- Ağza temiz bir ad gelince de ne pislik kalır, ne gamlar, kederler.
- چون در آید نام پاک اندر دهان ** نه پلیدی ماند و نه اندهان
- Yalvarırım Allah demesi, Hakk’ın Lebbeyk demesinin ta kendisidir
- بیان آنک الله گفتن نیازمند عین لبیک گفتن حق است
- Birisi her gece Allah der durur, bu zikrinden ağzı tatlılaşır, zevk alırdı.

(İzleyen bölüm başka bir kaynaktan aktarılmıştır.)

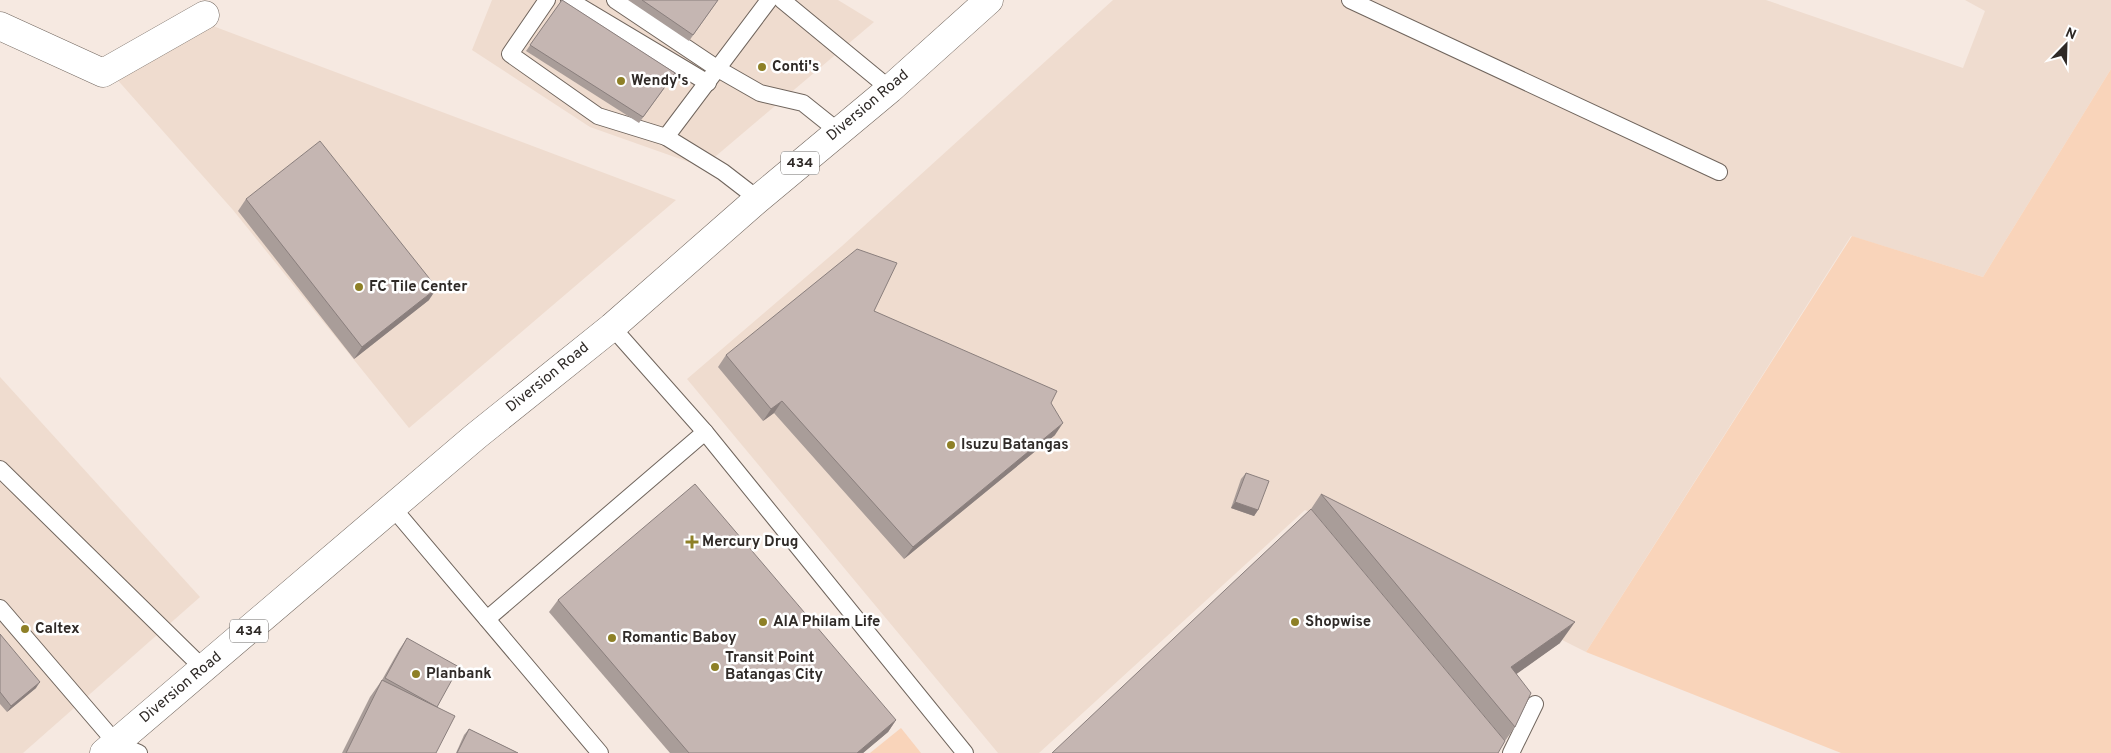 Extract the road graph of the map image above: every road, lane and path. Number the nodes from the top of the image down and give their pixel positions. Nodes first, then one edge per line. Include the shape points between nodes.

- آن یکی الله میگفتی شبی ** تا که شیرین میشد از ذکرش لبی
- Şeytan “Ey çok söz söyleyen, bunca Allah demene karşılık onun Lebbeyk demesi nerde? 190
- گفت شیطان آخر ای بسیارگو ** این همه الله را لبیک کو
- Allah tahtından bir cevap gelmiyor. Böyle utanmadan, sıkılmadan ne vakte dek Allah deyip duracaksın” dedi.
- مینیاید یک جواب از پیش تخت ** چند الله میزنی با روی سخت
- Adamın gönlü kırıldı, başını yere koydu, yattı. Rüyada yeşiller giyinmiş Hızır’ı gördü.
- او شکستهدل شد و بنهاد سر ** دید در خواب او خضر را در خضر
- Hızır “Kendine gel, niçin zikri bıraktın, çağırdığın addan nasıl usandın, zikrinden nasıl pişman oldun?” dedi.
- گفت هین از ذکر چون وا ماندهای ** چون پشیمانی از آن کش خواندهای
- Adam, cevap olarak “Lebbeyk sesi gelmiyor, kapıdan sürüleceğimden korkuyorum” deyince
- گفت لبیکم نمیآید جواب ** زان همیترسم که باشم رد باب
- Hızır ”Senin o Allah demen, bizim Lebbeyk dememizdir. Senin o niyazın derde düşmen, yanıp yakılman, bizim haberci çavuşumuzdur. 195
- گفت آن الله تو لبیک ماست ** و آن نیاز و درد و سوزت پیک ماست
- Senin hilelere düşmen, çareler araman, seni kendimize çekmemizden, ayağını çözmemizdendir.
- حیلهها و چارهجوییهای تو ** جذب ما بود و گشاد این پای تو
- Korkun da bizim lütfumuzun kemendidir, aşkın da. Her Yarabbi demende bizim, efendim, buyur dememiz gizli” dedi.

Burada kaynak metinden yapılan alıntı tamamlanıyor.